Wednesday, March 25, 2009

Lily Dale: The True Story of the Town that Talks to the Dead

By Christine Wicker

I get the biggest kick out of the fact that New York State was the epicenter of new age freakiness in the latter half of the 19th century. Vegetarians, free-love cults, spiritualists -- all had upstate NY as their stomping grounds. Lily Dale is an outpost that survives to this day. I'll have to go visit.....

Thursday, March 19, 2009

The Man in the Dark

by Paul Auster

There's an awful lot of stories going on in this slim volume, and they all kind of fight each other for space and attention. It's not a bad read, but it tries too hard.
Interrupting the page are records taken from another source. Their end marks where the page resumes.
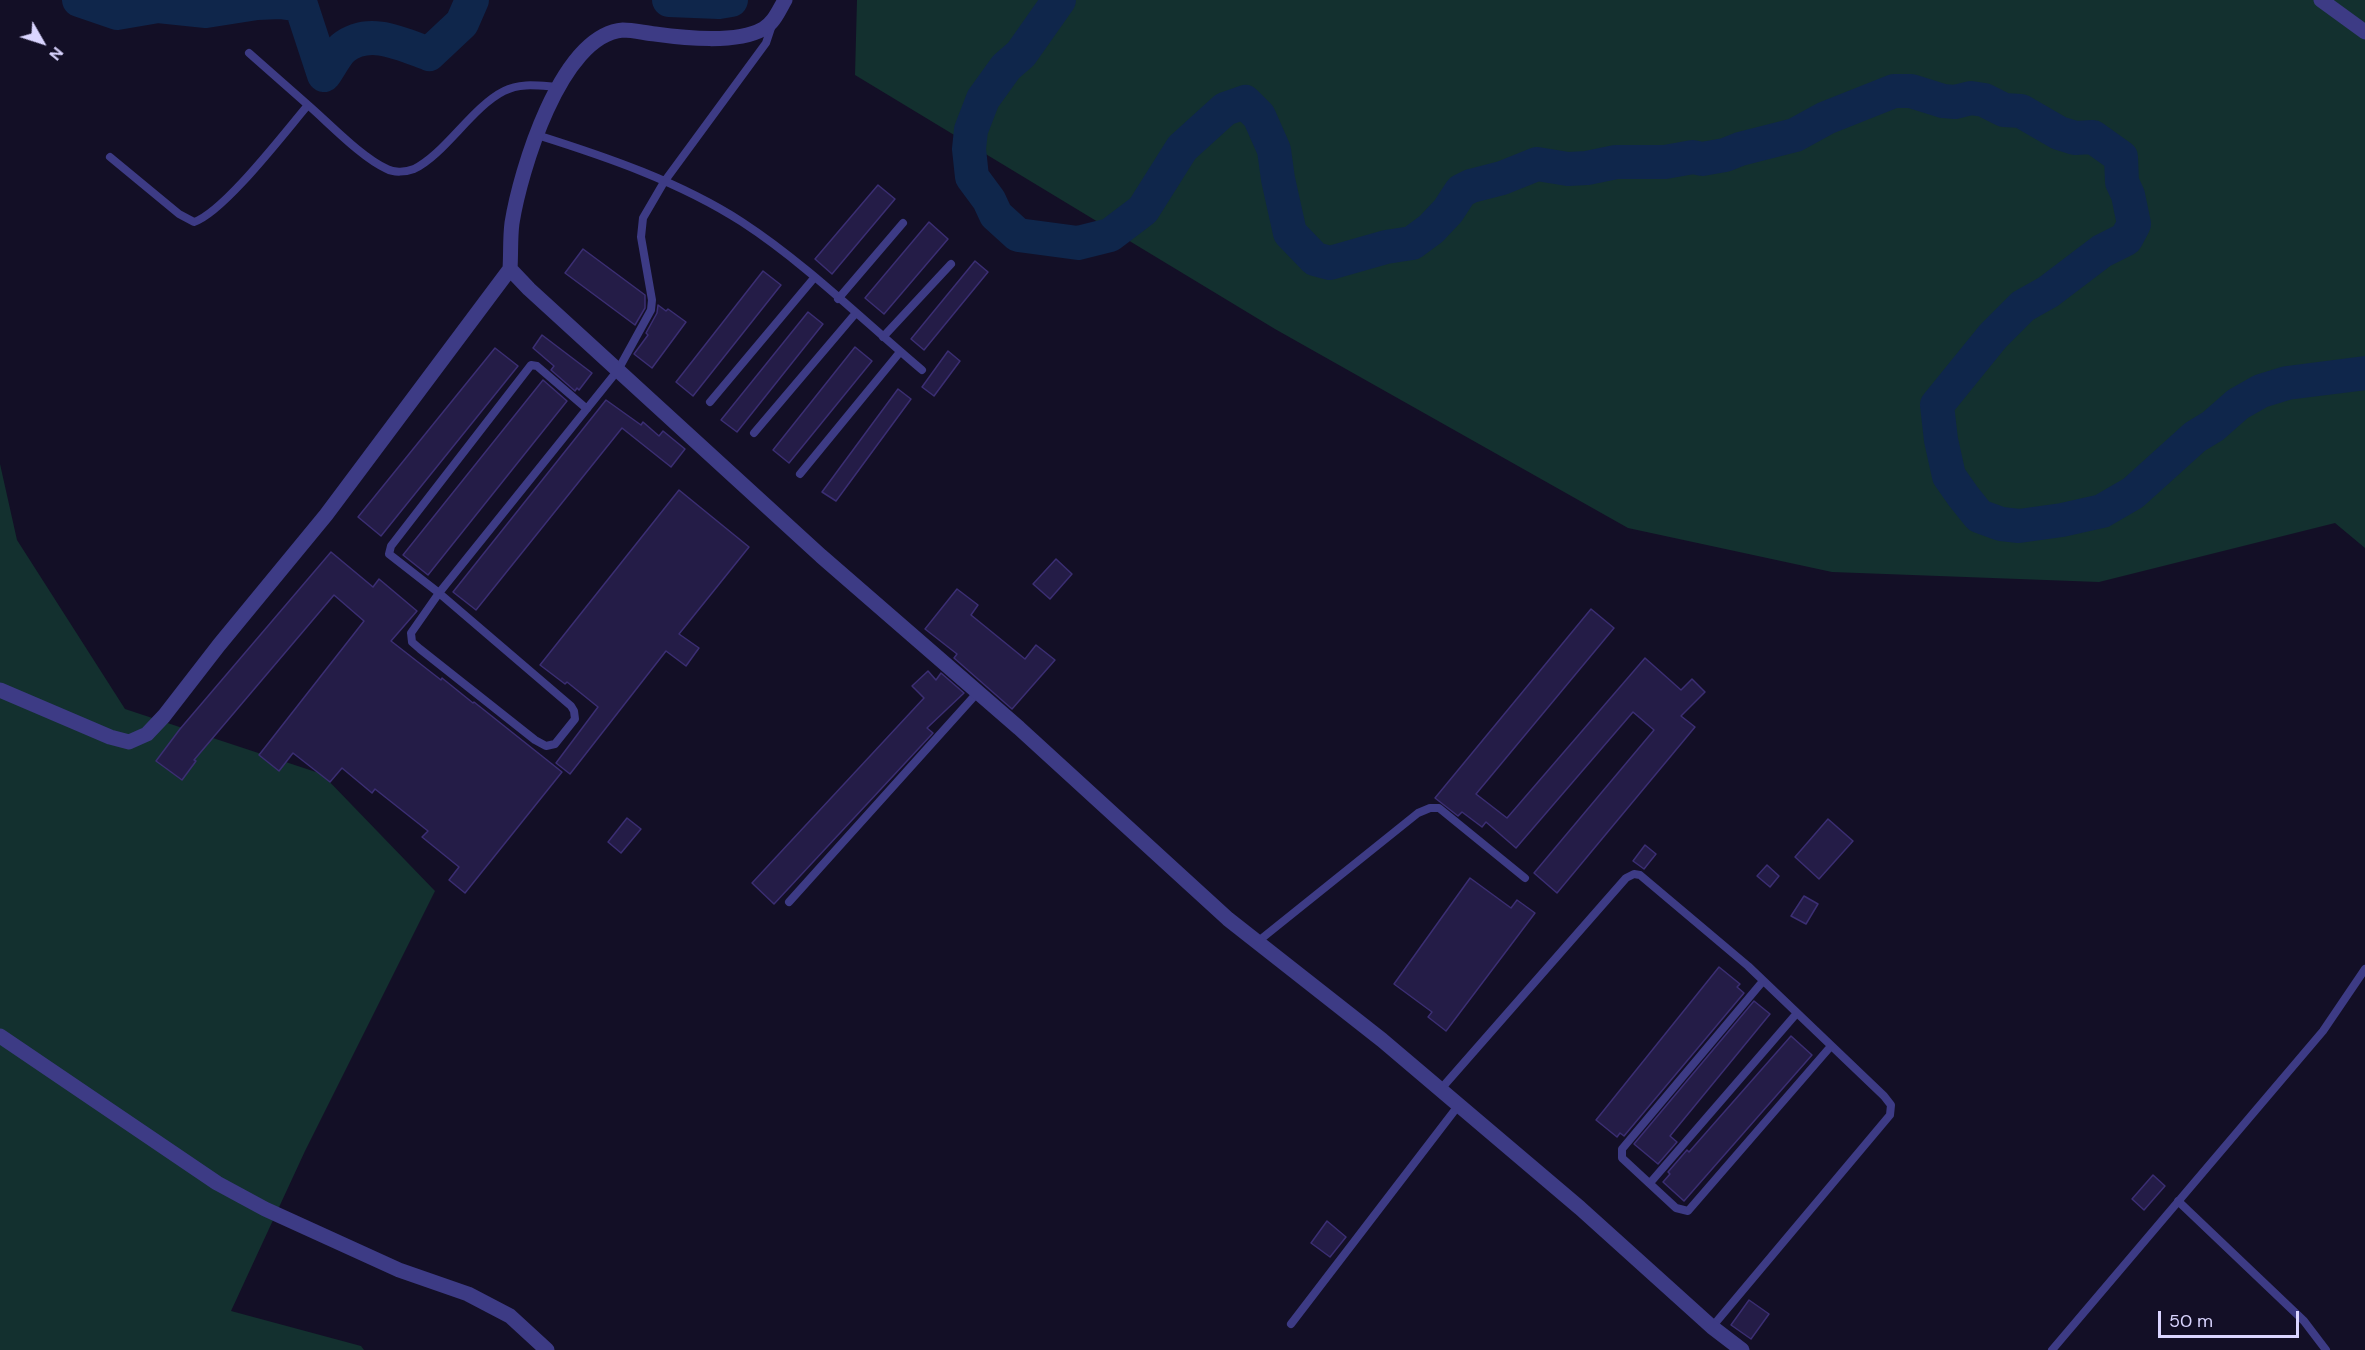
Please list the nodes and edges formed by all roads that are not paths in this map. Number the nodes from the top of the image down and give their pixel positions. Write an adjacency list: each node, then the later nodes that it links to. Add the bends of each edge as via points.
1 (785, 0): 3 (street)
2 (2321, 0): 4 (street)
3 (774, 19): 6 (street, via 763,29 742,35 697,39 622,30 606,36 580,56); 10 (lane, via 766,43)
4 (2365, 32)
5 (249, 53): 7 (lane)
6 (559, 87): 7 (lane, via 523,85 504,91 431,156 414,169 402,172 388,170 368,156); 8 (street)
7 (308, 105): 9 (lane, via 226,198 205,218 194,222)
8 (537, 135): 10 (lane); 13 (street, via 524,169 512,225)
9 (110, 157)
10 (664, 182): 14 (lane, via 742,222); 19 (lane, via 644,218 641,237 651,310)
11 (903, 222): 15 (lane)
12 (951, 264): 17 (lane)
13 (510, 269): 19 (street); 26 (street, via 326,515 147,734 129,742 110,737)
14 (814, 278): 15 (lane); 21 (lane)
15 (838, 298): 16 (lane)
16 (855, 314): 17 (lane); 23 (lane)
17 (883, 337): 18 (lane)
18 (900, 352): 20 (lane); 24 (lane)
19 (618, 370): 22 (lane); 27 (street, via 821,556)
20 (922, 370)
21 (710, 402)
22 (587, 409): 25 (lane); 25 (lane, via 537,366 531,365 524,373 391,546 392,558)
23 (754, 433)
24 (800, 474)
25 (439, 593): 25 (lane, via 411,633 412,642 535,740 546,746 555,744 575,718 571,706)
26 (0, 690)
27 (978, 692): 29 (lane); 30 (street)
28 (1525, 878): 30 (lane, via 1439,808 1430,808 1418,813)
29 (789, 902)
30 (1256, 943): 36 (street)
31 (2365, 969): 39 (lane, via 2323,1032)
32 (1763, 981): 33 (lane); 36 (lane, via 1640,875 1634,874 1626,878); 38 (lane, via 1622,1149 1622,1158)
33 (1797, 1013): 35 (lane); 38 (lane)
34 (0, 1036): 42 (street, via 217,1183 371,1258 468,1294 510,1316)
35 (1831, 1046): 38 (lane, via 1688,1211 1676,1208); 41 (lane, via 1884,1096 1891,1105 1890,1115)
36 (1440, 1090): 37 (street)
37 (1458, 1106): 40 (lane); 41 (street, via 1580,1208)
38 (1650, 1183)
39 (2178, 1201): 44 (lane); 45 (lane, via 2304,1321)
40 (1291, 1323)
41 (1712, 1327): 43 (street)
42 (547, 1350)
43 (1742, 1350)
44 (2052, 1350)
45 (2326, 1350)

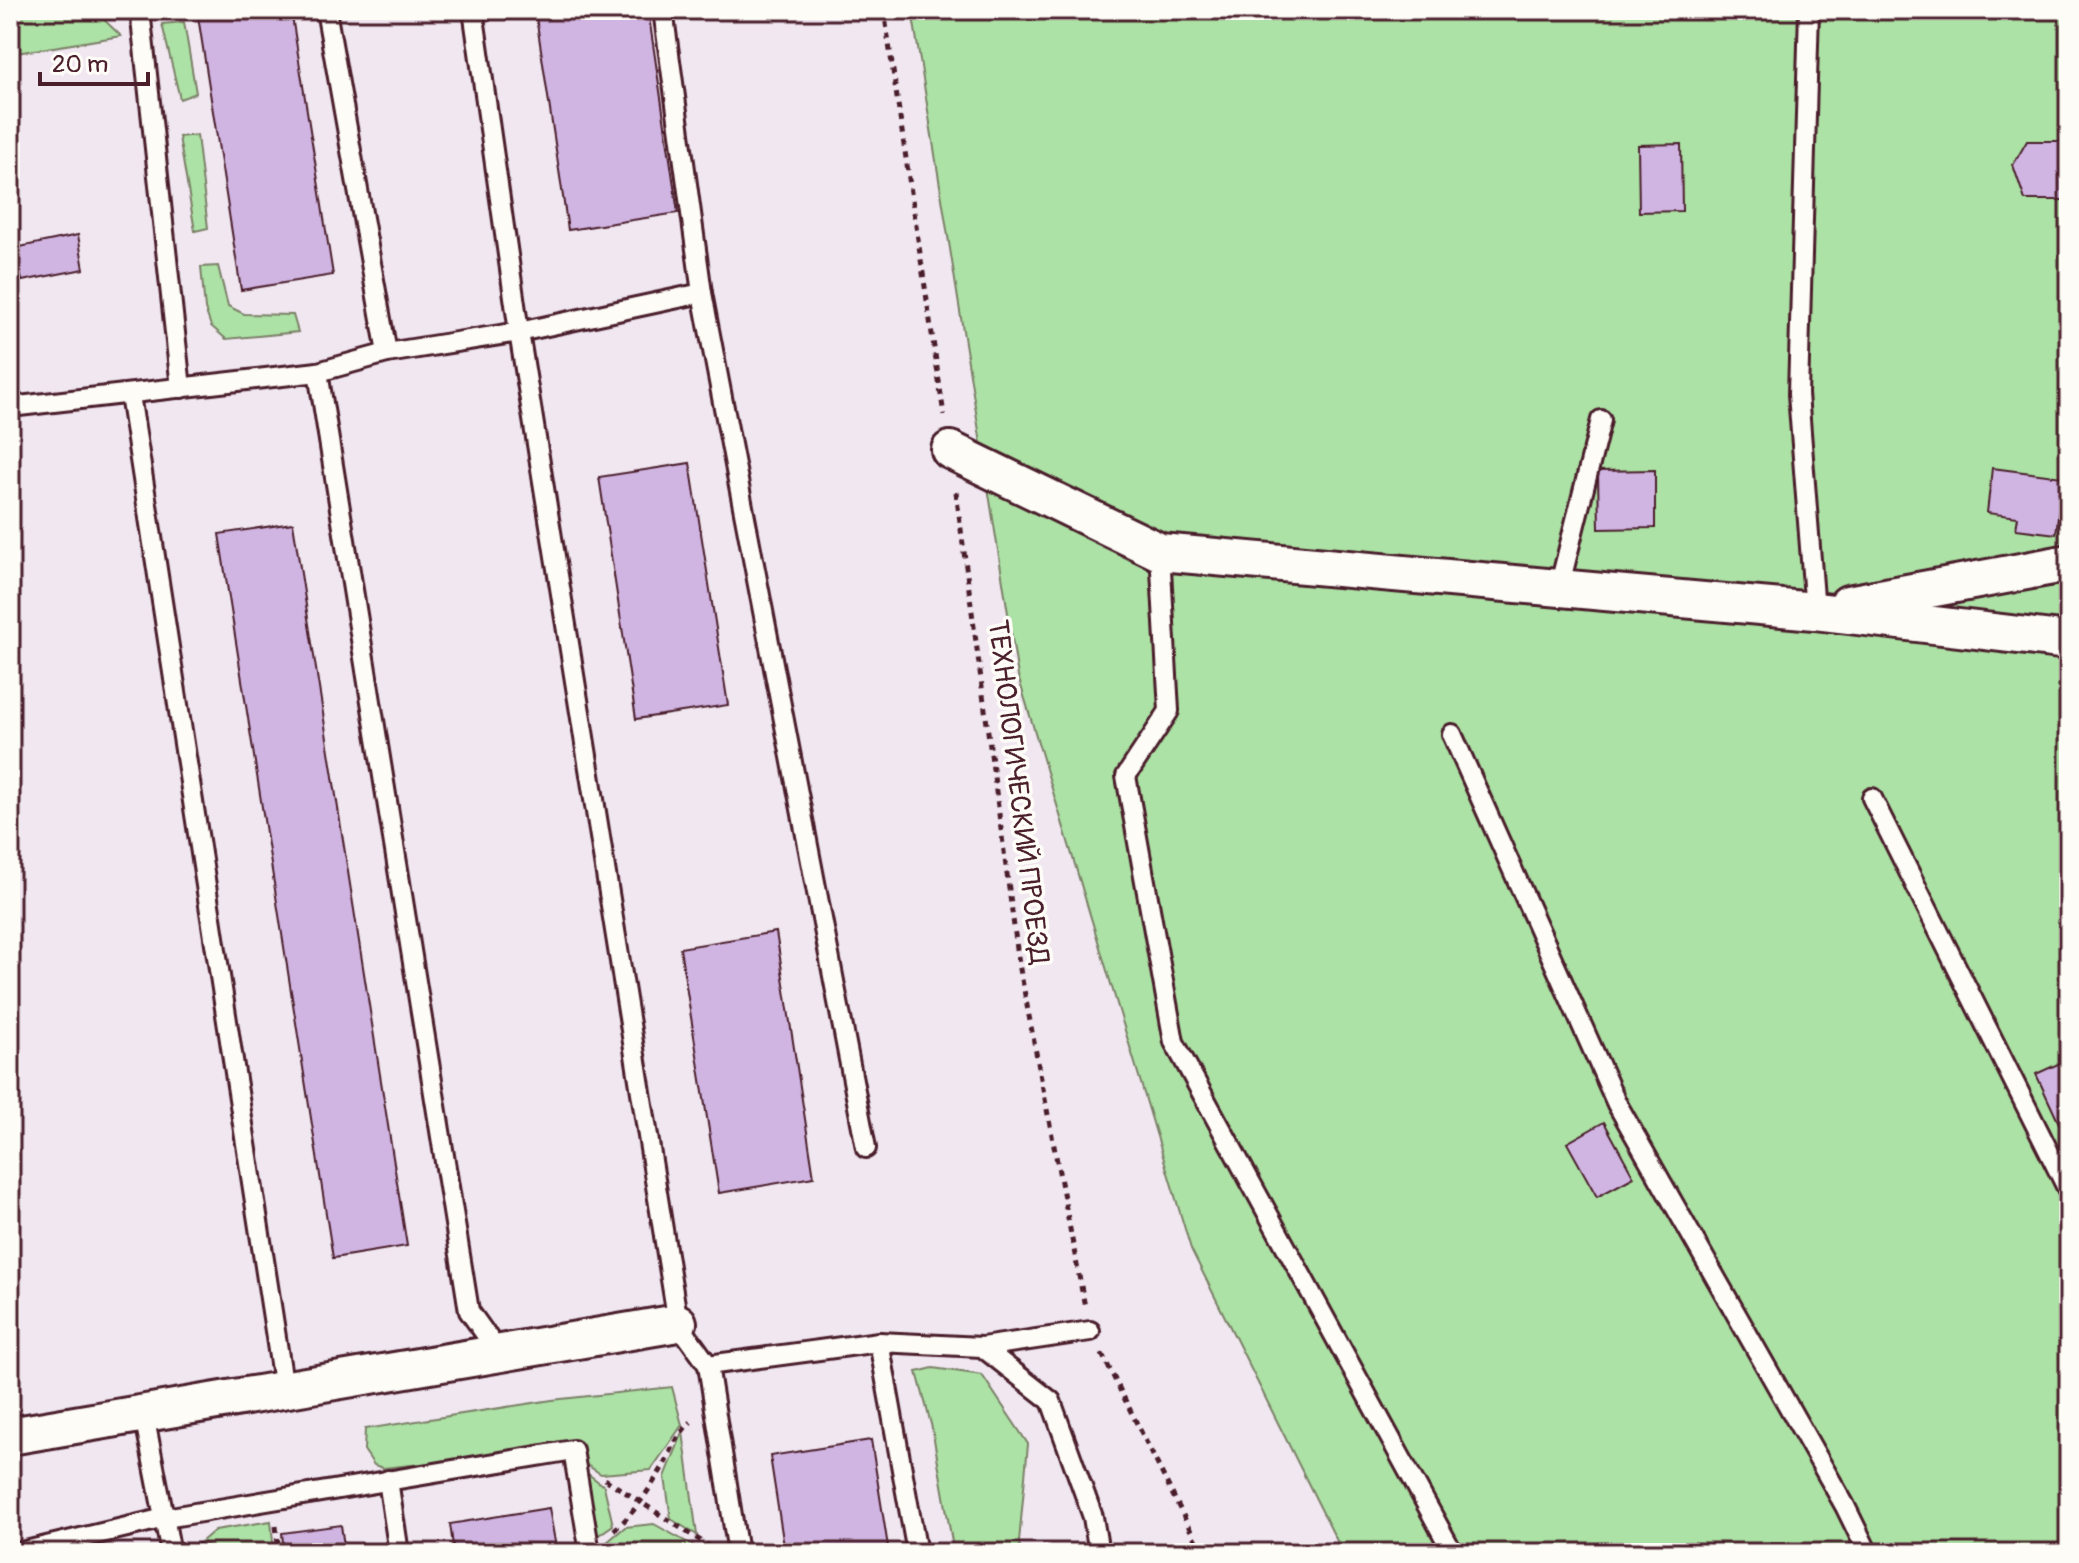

And the part where the granddaughter quizzes August about his relationship with her grandmother seem unformed, like you're reading character sketch notes that would have gone into writing the finished version...

Sunday, March 15, 2009

The Colony

by John Tayman

This is an amazing microhistory of the leper colony at Molokai covering the people, places and public health policy over a two hundred-year span. Father Damien is featured, of course, but Mother Marianne Cope and Joseph Dutton are there as well -- I'd never heard about them before, but they were just as impressive. From the beginning of the colony, when exiles were rowed to shore (or, indeed, heaved overboard near shore) to find no shelter, food, or medical attention waiting for them; to its development into a small, tight-knit community; to the stories of the last remaining colonists who only wanted to live out their remaining days in the place that had become their home -- the story of Molokai is by turns harrowing and moving. And lest you think we've come a long way -- I couldn't believe the note about the CA microbiologist that in the early days of AIDS recommended reviving Molokai as an AIDS colony..
This is a well-documented and researched history, compassionately written.